------ Data supplied

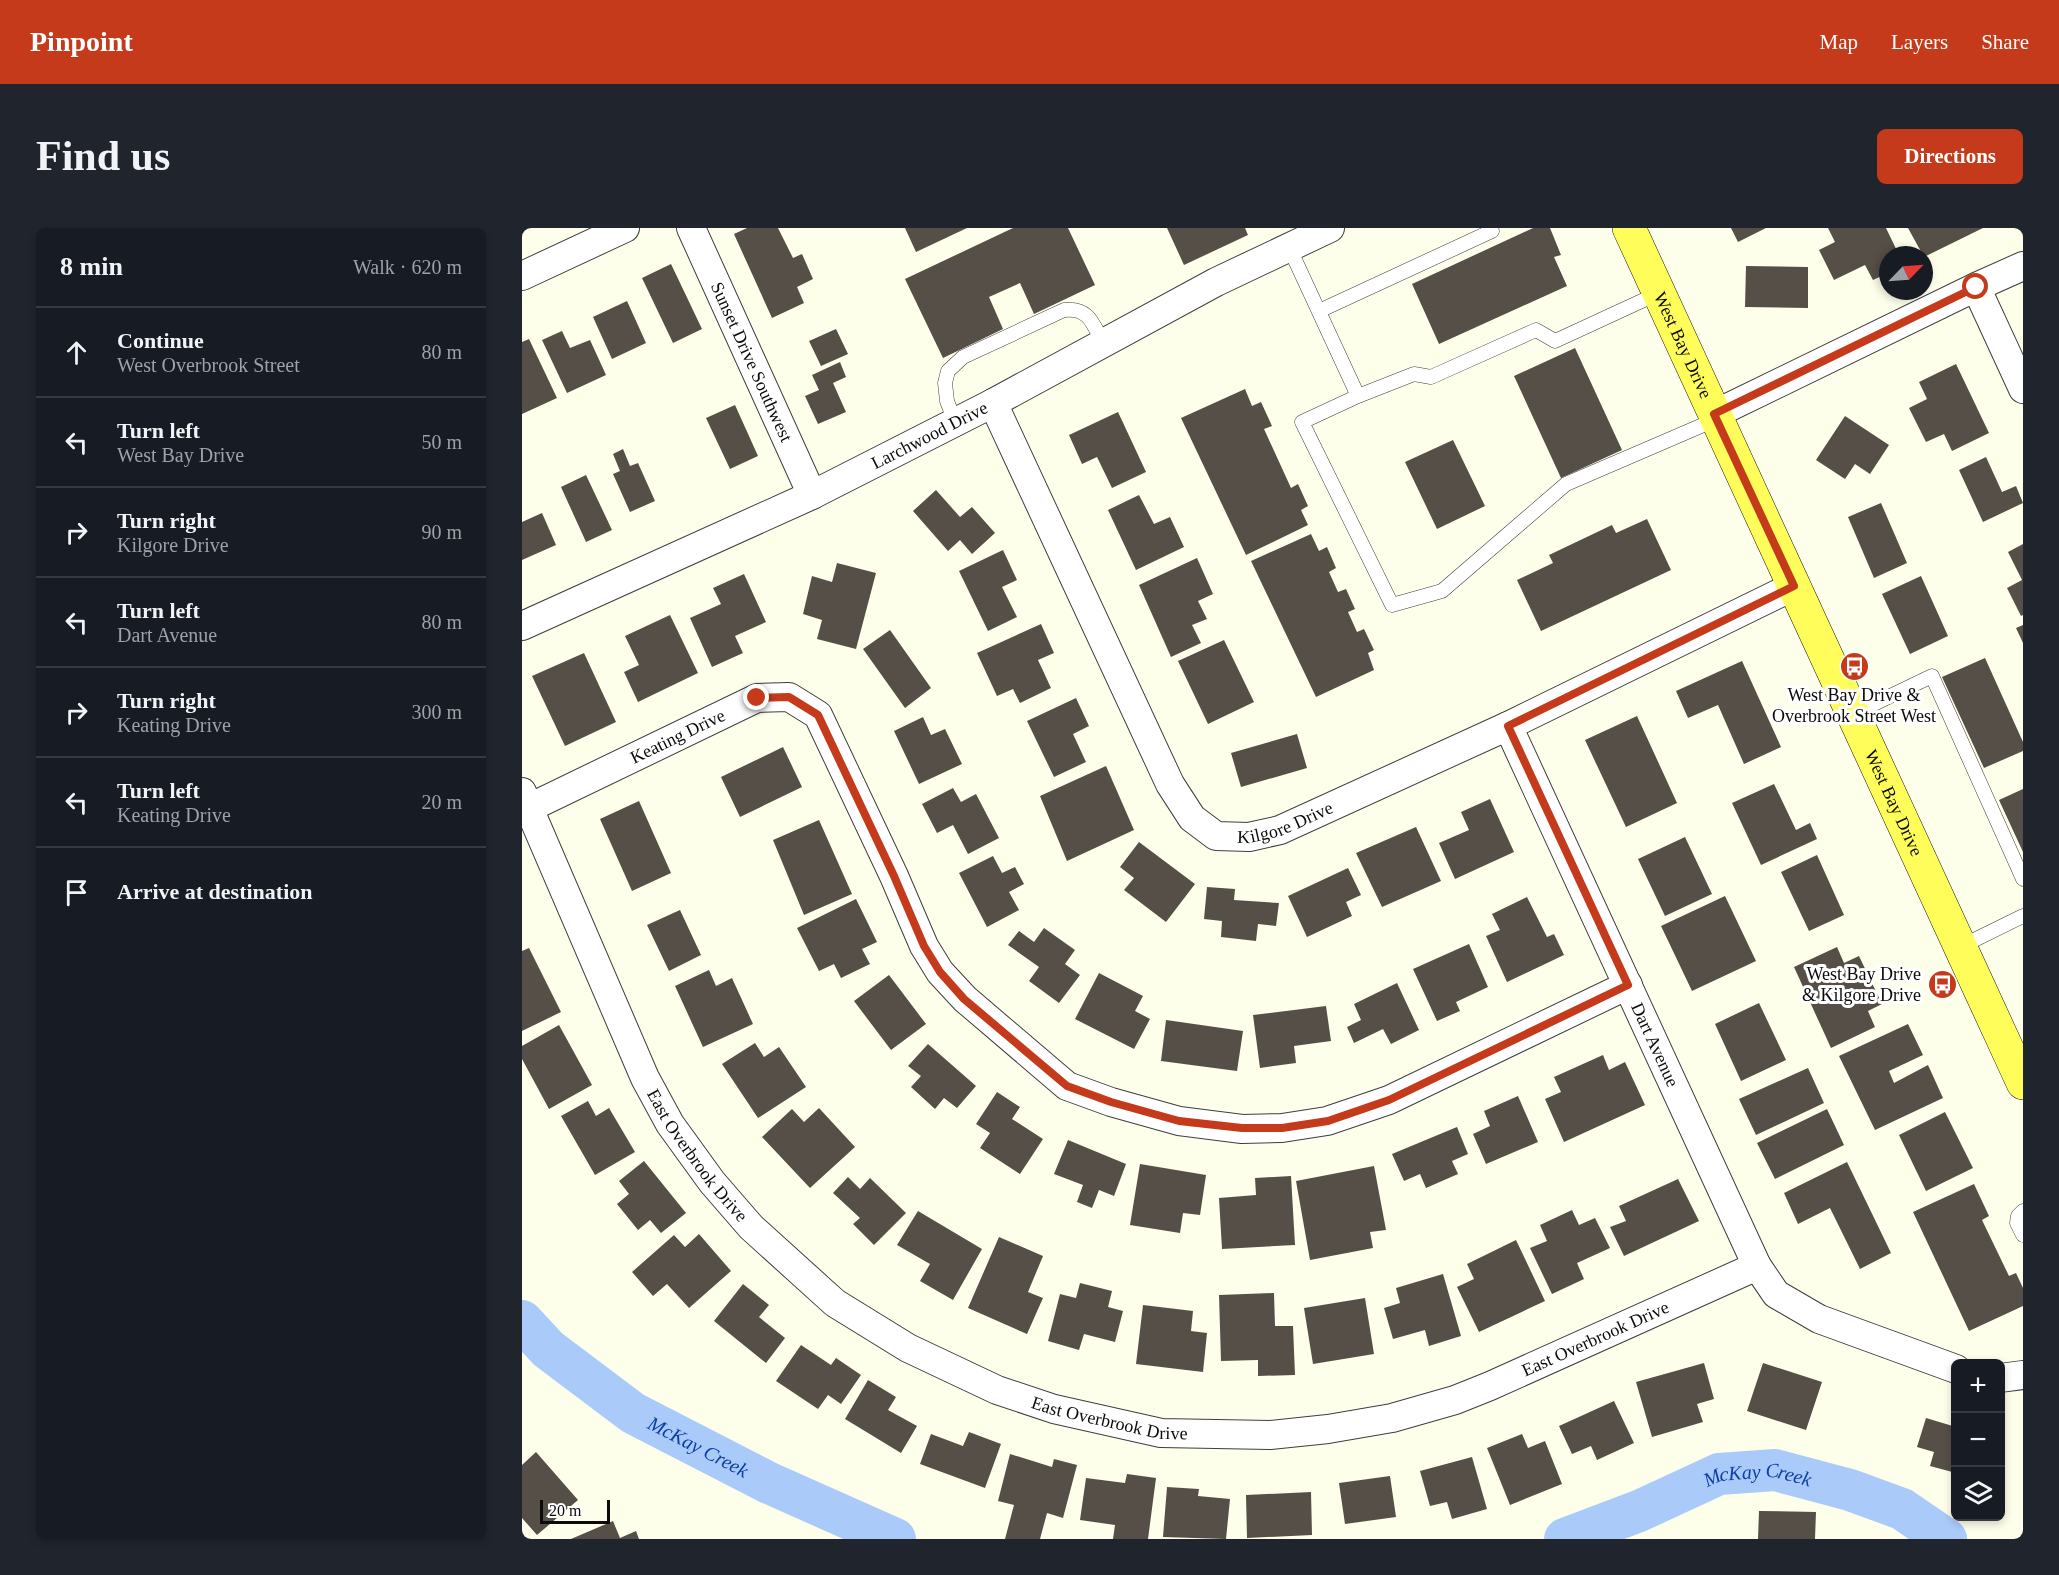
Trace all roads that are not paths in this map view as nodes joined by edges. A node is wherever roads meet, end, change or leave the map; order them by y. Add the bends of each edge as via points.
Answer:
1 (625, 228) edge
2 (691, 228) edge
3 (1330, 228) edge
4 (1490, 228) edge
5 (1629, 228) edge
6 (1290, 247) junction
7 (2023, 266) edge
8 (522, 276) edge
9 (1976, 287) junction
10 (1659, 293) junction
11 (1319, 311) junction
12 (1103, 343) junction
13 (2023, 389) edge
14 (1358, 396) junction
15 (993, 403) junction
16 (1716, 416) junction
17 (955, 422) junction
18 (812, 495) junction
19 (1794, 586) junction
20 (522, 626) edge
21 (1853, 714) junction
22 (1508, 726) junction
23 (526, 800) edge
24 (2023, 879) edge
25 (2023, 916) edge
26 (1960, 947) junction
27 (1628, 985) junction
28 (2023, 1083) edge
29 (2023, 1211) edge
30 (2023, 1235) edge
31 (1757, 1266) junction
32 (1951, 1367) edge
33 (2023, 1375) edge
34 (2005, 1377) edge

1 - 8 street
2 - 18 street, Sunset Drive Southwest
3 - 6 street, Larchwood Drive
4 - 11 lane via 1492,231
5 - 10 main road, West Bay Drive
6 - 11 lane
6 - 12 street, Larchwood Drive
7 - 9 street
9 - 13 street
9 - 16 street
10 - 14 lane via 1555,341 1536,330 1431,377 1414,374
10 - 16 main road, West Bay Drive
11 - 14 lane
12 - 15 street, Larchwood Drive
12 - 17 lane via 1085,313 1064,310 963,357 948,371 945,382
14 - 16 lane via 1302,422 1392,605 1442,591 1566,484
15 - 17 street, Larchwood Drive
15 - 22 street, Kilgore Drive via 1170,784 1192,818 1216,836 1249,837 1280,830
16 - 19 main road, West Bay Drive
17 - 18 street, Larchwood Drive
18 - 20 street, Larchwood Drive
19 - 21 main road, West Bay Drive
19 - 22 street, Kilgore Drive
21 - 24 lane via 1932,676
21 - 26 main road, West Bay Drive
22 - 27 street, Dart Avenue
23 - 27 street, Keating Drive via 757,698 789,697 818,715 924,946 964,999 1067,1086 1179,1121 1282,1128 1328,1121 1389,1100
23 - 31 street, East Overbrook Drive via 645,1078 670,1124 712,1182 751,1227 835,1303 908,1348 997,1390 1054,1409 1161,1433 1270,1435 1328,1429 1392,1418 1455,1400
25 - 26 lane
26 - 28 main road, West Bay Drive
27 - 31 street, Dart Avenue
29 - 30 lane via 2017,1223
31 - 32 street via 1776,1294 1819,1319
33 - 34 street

------------

Copy out the data above to the letter, and keep every picture out of it.

Trace all roads that are not paths in this map view as nodes joined by edges. A node is wherever roads meet, end, change or leave the map; order them by y. Add the bends of each edge as via points.
Answer:
1 (625, 228) edge
2 (691, 228) edge
3 (1330, 228) edge
4 (1490, 228) edge
5 (1629, 228) edge
6 (1290, 247) junction
7 (2023, 266) edge
8 (522, 276) edge
9 (1976, 287) junction
10 (1659, 293) junction
11 (1319, 311) junction
12 (1103, 343) junction
13 (2023, 389) edge
14 (1358, 396) junction
15 (993, 403) junction
16 (1716, 416) junction
17 (955, 422) junction
18 (812, 495) junction
19 (1794, 586) junction
20 (522, 626) edge
21 (1853, 714) junction
22 (1508, 726) junction
23 (526, 800) edge
24 (2023, 879) edge
25 (2023, 916) edge
26 (1960, 947) junction
27 (1628, 985) junction
28 (2023, 1083) edge
29 (2023, 1211) edge
30 (2023, 1235) edge
31 (1757, 1266) junction
32 (1951, 1367) edge
33 (2023, 1375) edge
34 (2005, 1377) edge

1 - 8 street
2 - 18 street, Sunset Drive Southwest
3 - 6 street, Larchwood Drive
4 - 11 lane via 1492,231
5 - 10 main road, West Bay Drive
6 - 11 lane
6 - 12 street, Larchwood Drive
7 - 9 street
9 - 13 street
9 - 16 street
10 - 14 lane via 1555,341 1536,330 1431,377 1414,374
10 - 16 main road, West Bay Drive
11 - 14 lane
12 - 15 street, Larchwood Drive
12 - 17 lane via 1085,313 1064,310 963,357 948,371 945,382
14 - 16 lane via 1302,422 1392,605 1442,591 1566,484
15 - 17 street, Larchwood Drive
15 - 22 street, Kilgore Drive via 1170,784 1192,818 1216,836 1249,837 1280,830
16 - 19 main road, West Bay Drive
17 - 18 street, Larchwood Drive
18 - 20 street, Larchwood Drive
19 - 21 main road, West Bay Drive
19 - 22 street, Kilgore Drive
21 - 24 lane via 1932,676
21 - 26 main road, West Bay Drive
22 - 27 street, Dart Avenue
23 - 27 street, Keating Drive via 757,698 789,697 818,715 924,946 964,999 1067,1086 1179,1121 1282,1128 1328,1121 1389,1100
23 - 31 street, East Overbrook Drive via 645,1078 670,1124 712,1182 751,1227 835,1303 908,1348 997,1390 1054,1409 1161,1433 1270,1435 1328,1429 1392,1418 1455,1400
25 - 26 lane
26 - 28 main road, West Bay Drive
27 - 31 street, Dart Avenue
29 - 30 lane via 2017,1223
31 - 32 street via 1776,1294 1819,1319
33 - 34 street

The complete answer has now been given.